Parashat Devarim is the forty-fourth weekly portion in the Torah and the first one in the Book of Deuteronomy (1:1-3:22). It is read either on or right before the Ninth of Av, a fateful day on which the Jews in the wilderness are condemned to wander for forty years (as retold in this portion) and the two Temples in Jerusalem are destroyed, half a millennium apart.

Indeed, though the Book of Deuteronomy has a reputation of redundancy, it is only Parashat Devarim itself which can be characterized as a recapitulation. The rest of the book contains over two hundred new commandments and explains details of others. It also explores many of the philosophical underpinnings of monotheism at length.

As for Parashat Devarim itself, it focuses on two main events: in Chapter 1, the Sin of the Spies (that term is used only here; in the Book of Numbers, they are “scouts”) in the second year; and in Chapters 2-3, the conquest of Transjordan in the fortieth year. For Moses, these events demonstrate that when the people defy the word of God, they fail; when they follow the word of God, they succeed. In each case, we discover details omitted in the Book of Numbers. For example, Numbers 13 tells of God’s command to send scouts, but in Deuteronomy we learn that the people request this initially, with Moses’ approval. Similarly, Numbers 20-21 tells us that the Israelites avoid the territories of Edom, Ammon and Moab; in Deuteronomy we learn that this is by divine command, as God gave these lands to Abraham’s other grandson and his grand-nephews respectively. (It even mentions that the same is true for Gaza, 2:23).

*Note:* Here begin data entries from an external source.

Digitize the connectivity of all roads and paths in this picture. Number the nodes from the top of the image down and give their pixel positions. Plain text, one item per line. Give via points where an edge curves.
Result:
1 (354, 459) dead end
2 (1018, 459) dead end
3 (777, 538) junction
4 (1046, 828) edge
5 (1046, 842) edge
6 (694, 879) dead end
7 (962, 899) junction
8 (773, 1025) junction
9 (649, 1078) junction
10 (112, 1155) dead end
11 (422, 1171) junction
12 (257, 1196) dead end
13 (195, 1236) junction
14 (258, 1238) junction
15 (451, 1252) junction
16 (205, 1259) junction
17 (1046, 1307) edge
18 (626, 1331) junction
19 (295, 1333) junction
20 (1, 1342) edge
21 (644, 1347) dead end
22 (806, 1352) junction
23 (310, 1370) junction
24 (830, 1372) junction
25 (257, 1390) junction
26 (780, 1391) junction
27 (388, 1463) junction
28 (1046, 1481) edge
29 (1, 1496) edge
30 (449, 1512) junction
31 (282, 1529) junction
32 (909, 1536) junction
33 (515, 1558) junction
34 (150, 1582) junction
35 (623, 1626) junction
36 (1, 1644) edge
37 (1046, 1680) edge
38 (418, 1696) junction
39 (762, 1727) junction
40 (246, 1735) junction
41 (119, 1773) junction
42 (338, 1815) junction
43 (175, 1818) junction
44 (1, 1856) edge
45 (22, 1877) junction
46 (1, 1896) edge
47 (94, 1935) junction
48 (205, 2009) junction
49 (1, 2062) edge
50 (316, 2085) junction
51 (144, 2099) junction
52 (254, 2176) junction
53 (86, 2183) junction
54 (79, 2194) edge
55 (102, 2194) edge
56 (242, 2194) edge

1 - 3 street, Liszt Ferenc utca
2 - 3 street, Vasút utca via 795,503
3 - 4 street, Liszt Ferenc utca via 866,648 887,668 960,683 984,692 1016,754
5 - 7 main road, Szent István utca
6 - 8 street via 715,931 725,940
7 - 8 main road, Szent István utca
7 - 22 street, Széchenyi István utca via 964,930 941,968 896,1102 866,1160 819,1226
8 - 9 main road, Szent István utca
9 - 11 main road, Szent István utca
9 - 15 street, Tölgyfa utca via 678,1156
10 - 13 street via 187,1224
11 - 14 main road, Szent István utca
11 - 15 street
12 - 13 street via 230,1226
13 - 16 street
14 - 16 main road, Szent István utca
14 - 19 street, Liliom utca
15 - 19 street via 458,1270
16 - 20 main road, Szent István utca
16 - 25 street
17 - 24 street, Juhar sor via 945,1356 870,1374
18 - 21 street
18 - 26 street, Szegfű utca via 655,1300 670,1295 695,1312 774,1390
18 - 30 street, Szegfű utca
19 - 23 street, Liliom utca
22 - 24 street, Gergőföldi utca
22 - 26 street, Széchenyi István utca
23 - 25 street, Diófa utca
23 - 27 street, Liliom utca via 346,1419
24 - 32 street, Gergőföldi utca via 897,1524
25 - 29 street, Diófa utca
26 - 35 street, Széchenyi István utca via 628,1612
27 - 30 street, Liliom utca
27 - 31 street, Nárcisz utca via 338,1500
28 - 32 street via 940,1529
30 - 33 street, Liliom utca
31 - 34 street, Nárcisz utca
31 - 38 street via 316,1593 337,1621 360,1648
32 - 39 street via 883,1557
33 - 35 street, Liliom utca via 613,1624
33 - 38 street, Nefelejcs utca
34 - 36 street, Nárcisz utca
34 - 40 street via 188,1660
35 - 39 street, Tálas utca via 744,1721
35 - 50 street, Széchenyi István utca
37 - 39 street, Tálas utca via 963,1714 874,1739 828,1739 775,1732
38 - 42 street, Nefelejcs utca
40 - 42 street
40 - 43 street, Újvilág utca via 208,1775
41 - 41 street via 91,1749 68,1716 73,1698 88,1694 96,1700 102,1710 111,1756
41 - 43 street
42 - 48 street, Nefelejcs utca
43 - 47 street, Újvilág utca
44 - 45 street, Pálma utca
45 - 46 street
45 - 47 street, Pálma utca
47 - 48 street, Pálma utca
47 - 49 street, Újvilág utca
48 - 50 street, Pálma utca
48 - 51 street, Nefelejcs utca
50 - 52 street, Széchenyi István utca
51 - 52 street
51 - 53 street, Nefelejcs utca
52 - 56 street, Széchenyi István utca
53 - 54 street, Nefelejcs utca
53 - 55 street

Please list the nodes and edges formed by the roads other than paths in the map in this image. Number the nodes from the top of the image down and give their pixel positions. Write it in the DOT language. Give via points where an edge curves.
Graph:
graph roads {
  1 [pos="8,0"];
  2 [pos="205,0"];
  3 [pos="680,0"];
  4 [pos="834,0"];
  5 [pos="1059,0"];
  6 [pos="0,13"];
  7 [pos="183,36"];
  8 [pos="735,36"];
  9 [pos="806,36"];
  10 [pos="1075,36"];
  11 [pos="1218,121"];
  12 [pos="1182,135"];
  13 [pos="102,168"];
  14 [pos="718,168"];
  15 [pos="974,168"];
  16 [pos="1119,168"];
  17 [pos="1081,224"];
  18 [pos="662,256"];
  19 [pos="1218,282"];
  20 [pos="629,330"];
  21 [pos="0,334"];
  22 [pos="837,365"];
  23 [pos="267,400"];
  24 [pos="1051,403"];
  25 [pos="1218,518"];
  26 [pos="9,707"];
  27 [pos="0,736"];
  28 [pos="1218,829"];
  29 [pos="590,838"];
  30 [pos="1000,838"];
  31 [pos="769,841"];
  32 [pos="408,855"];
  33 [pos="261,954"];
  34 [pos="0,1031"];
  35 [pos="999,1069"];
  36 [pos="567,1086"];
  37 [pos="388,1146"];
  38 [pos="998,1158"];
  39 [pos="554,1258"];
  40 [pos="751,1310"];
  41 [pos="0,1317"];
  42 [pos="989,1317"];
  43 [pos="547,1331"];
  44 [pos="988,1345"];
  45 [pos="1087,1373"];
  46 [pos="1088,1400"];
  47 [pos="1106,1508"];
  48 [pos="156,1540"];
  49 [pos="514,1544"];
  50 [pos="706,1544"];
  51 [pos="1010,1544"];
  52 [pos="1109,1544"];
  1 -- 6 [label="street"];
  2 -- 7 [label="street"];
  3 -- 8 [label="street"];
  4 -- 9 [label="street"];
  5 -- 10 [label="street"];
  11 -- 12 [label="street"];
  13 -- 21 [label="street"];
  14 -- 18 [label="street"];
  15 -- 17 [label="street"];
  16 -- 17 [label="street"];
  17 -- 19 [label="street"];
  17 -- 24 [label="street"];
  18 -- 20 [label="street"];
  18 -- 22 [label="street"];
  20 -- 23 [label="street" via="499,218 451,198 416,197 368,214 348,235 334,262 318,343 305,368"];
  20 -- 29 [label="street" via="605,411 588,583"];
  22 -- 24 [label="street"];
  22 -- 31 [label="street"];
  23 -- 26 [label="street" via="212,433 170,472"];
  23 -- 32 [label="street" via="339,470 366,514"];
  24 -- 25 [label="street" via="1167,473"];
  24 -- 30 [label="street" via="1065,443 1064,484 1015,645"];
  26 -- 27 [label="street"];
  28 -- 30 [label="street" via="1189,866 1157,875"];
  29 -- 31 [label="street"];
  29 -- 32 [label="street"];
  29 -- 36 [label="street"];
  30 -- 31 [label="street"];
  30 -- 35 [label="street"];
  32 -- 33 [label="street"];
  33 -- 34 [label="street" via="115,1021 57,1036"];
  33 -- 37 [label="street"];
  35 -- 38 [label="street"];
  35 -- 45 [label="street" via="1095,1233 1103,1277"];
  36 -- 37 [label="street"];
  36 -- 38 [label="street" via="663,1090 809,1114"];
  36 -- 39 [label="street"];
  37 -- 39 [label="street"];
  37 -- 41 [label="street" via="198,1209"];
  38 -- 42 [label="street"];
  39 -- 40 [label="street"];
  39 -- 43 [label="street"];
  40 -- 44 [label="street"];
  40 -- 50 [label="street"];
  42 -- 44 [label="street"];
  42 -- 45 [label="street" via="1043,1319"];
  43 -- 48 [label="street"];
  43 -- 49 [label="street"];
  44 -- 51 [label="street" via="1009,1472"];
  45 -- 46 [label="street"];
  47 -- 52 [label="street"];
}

As the Talmud says, Deuteronomy is special because though Moses writes it at the direction of God (like the previous four books of the Pentateuch), he does so in his own voice. This first-person perspective allows us new insight into the experience of Israel in the desert — not just the events at Sinai four decades earlier, but the events on the East Bank of the Jordan four months earlier as well.

    

The portion from the Prophets is the final episode of the Three of Punishment: the first chapter of Isaiah, in which the prophet laments the impending fall of Jerusalem. While not explicitly connected to the Torah portion, the final line, “Zion shall be redeemed by justice, and those who return to it by righteousness” (1:27) echoes Moses’ words in the Torah portion: “Listen among your brethren and judge righteously… for justice belongs to God” (1:16-17).